Pour aimer la Nature, il suffit de la voir.
À tes chants, la beauté se sentit émouvoir ;
Et surprise à la fois d'entendre et d'être émue,
Contre le bel esprit désormais prévenue,
Oublia son ton leste et grivois sans gaîté,
Ses baisers, qu'en baillant reçut la volupté,
Pour Zelmis, pour Zirphé ses tristes fantaisies,
Et même le recueil de ses œuvres choisies.
Le bel esprit n'est plus ; son empire est fini :
Qui donc l'a détrôné ? La nature et Parny.

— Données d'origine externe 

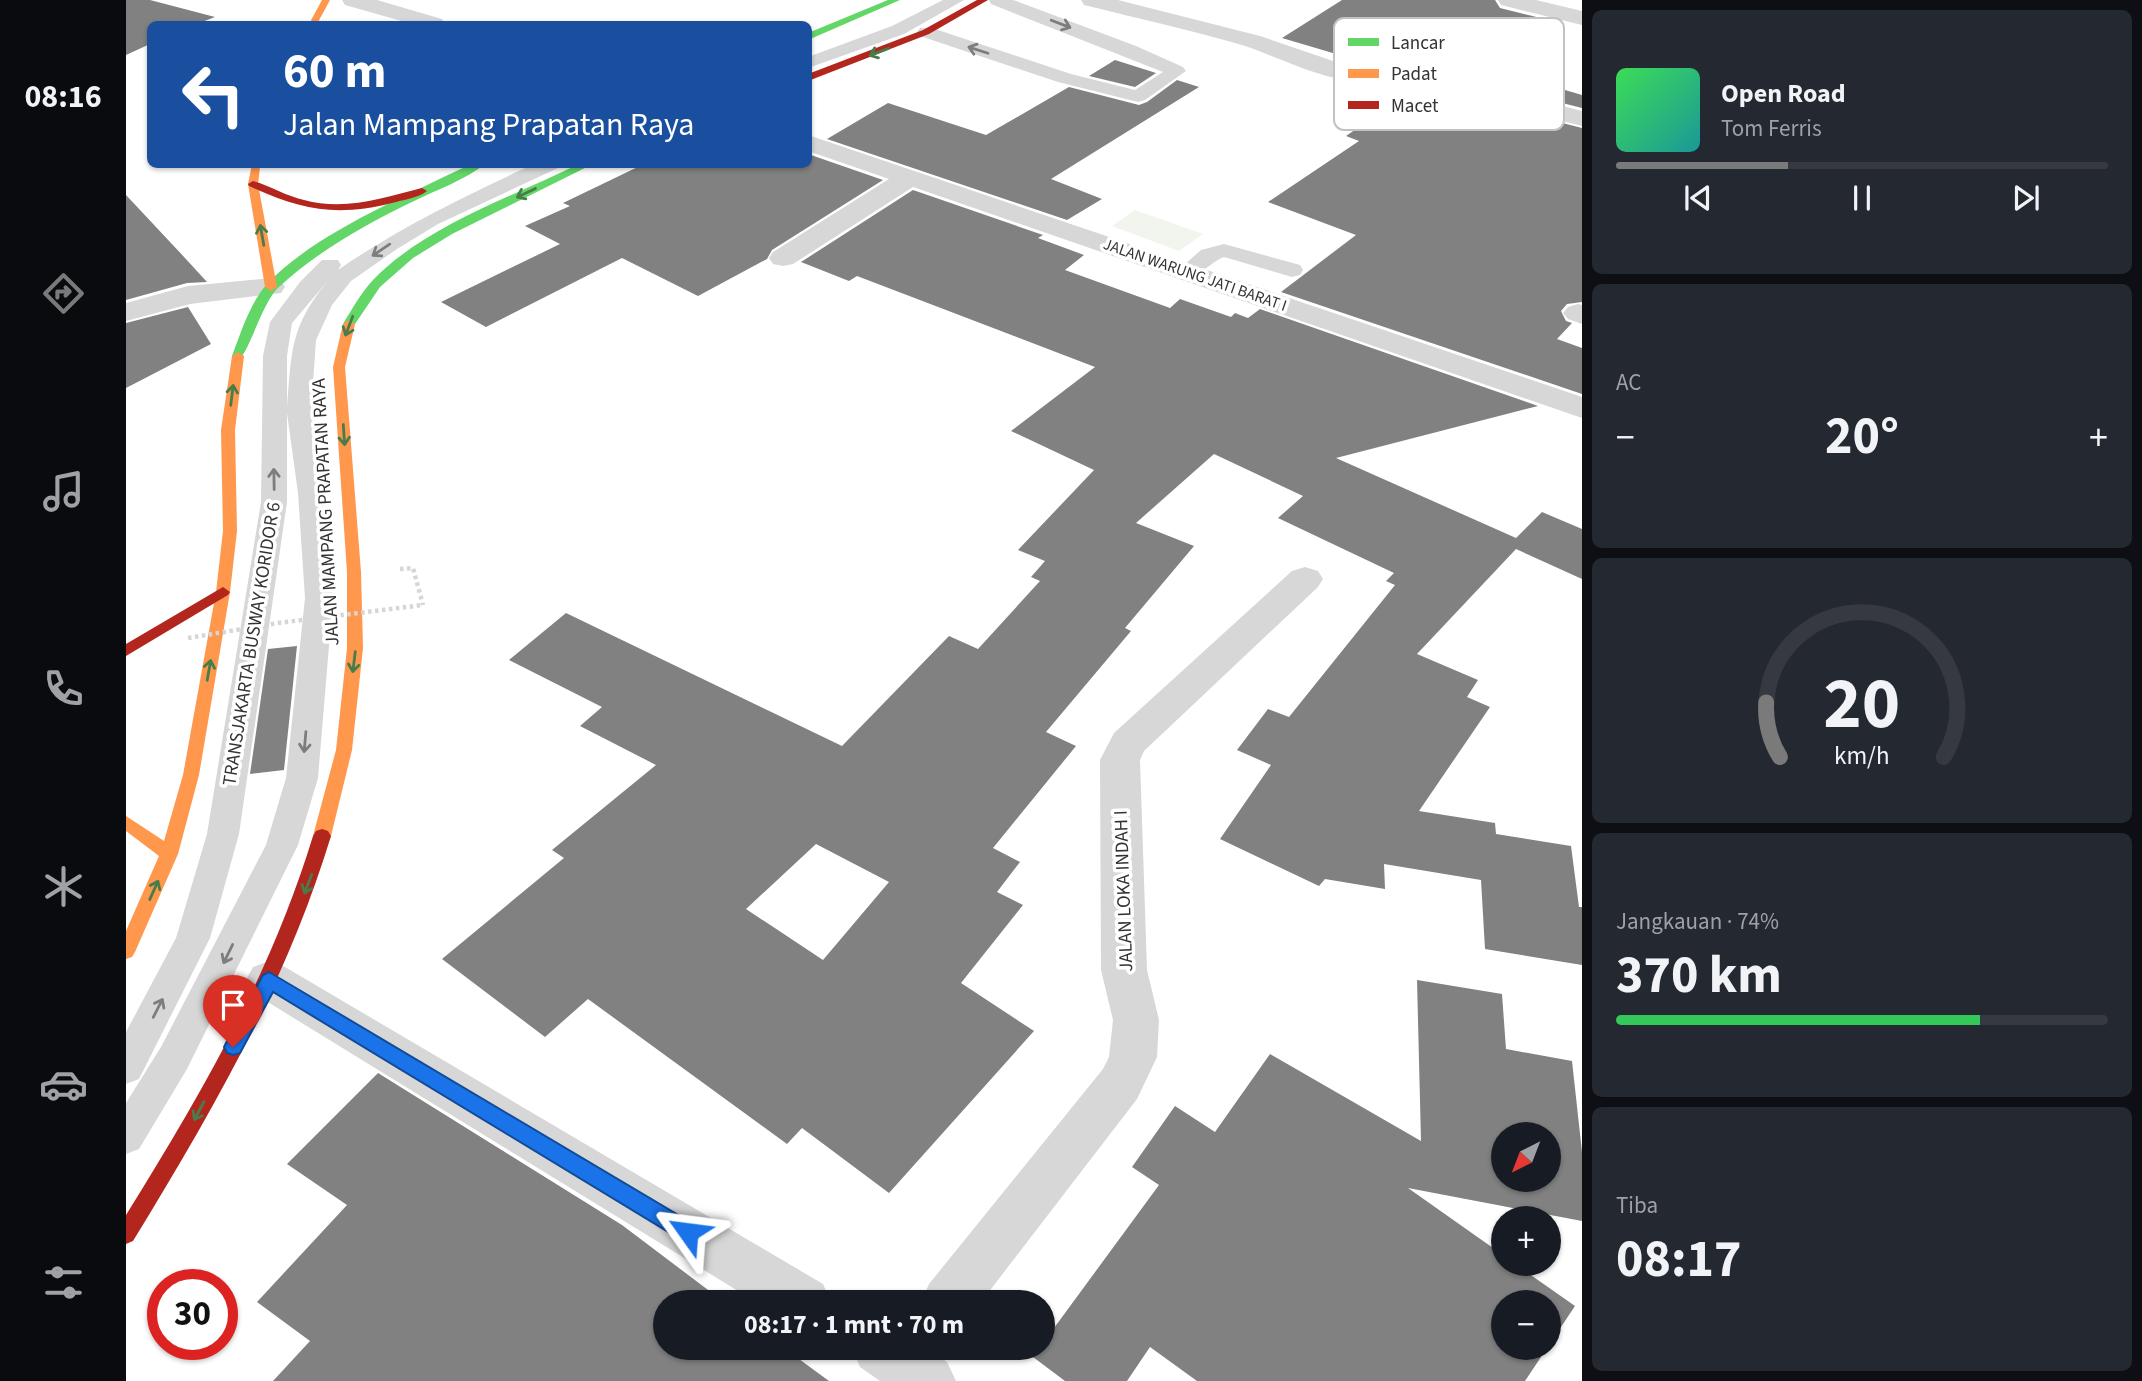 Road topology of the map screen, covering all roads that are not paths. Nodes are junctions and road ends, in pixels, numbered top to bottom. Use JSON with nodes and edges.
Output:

Sur les noms ombragés de lauriers poétiques
S'acharne, tu le sais, un monstre aux flancs étiques,
À la dent de couleuvre, aux griffes de vautour,
Ennemi des succès, de la gloire et du jour.
D'un destin plus heureux ta victoire est suivie :
Ta gloire, tes succès n'ont point armé l'envie.
Tes amis sont partout ; tes censeurs nulle part.
Tout, depuis l'ignorant, jusqu'aux maîtres de l'art,
Sans fiel, sans mais perfide, et te loue et t'admire.
Ah ! Sans doute l'amour, dont tu soutiens l'empire,
Qu'aujourd'hui presque seul tu sais peindre et sentir,
Des atteintes du monstre a su te garantir.
Son poète ne doit, pour l'honneur de ses chaînes,
Ne craindre d'ennemis, ni trouver d'inhumaines.
Et tu peux de ton maître oublier les faveurs !
Ton luth, organe heureux des plus douces langueurs,
Se tait ! Mais non : sans doute en secret il médite
Des chants nouveaux : l'amour au mystère l'invite :
Le bonheur sait garder un silence amoureux ;
Et tu seras discret aussi longtemps qu'heureux.
C'est quand Éléonore eût parjuré sa flamme,
Que nous fumes admis aux secrets de ton âme :
Constante, elle perdait son immortalité :
Quel encouragement pour l'infidélité !
Quand ta nouvelle amante aura fini comme elle,
À ton tour ne crains point de paraître infidèle :
Ne crains ni de briser, ni d'avouer tes fers.
Le Tibulle romain, qui renaît dans tes vers,
Tibulle, qui n'est point taxé d'humeur légère,
Après Délie, aima Némésis et Néère.
Et même un autre amour… mais le fils de Vénus,
Efface en rougissant le nom de Marathus.
Déplorons ces erreurs de l'ardente Italie !
Toi, si Néère enfin a remplacé Délie,
Si son cœur a changé, dis-nous tes feux trahis.
Un dieu met son espoir aux maux dont tu gémis :
Ses temples sont déserts, et l'ennui l'y dévore ;
Mais on y reviendra, si Parny chante encore.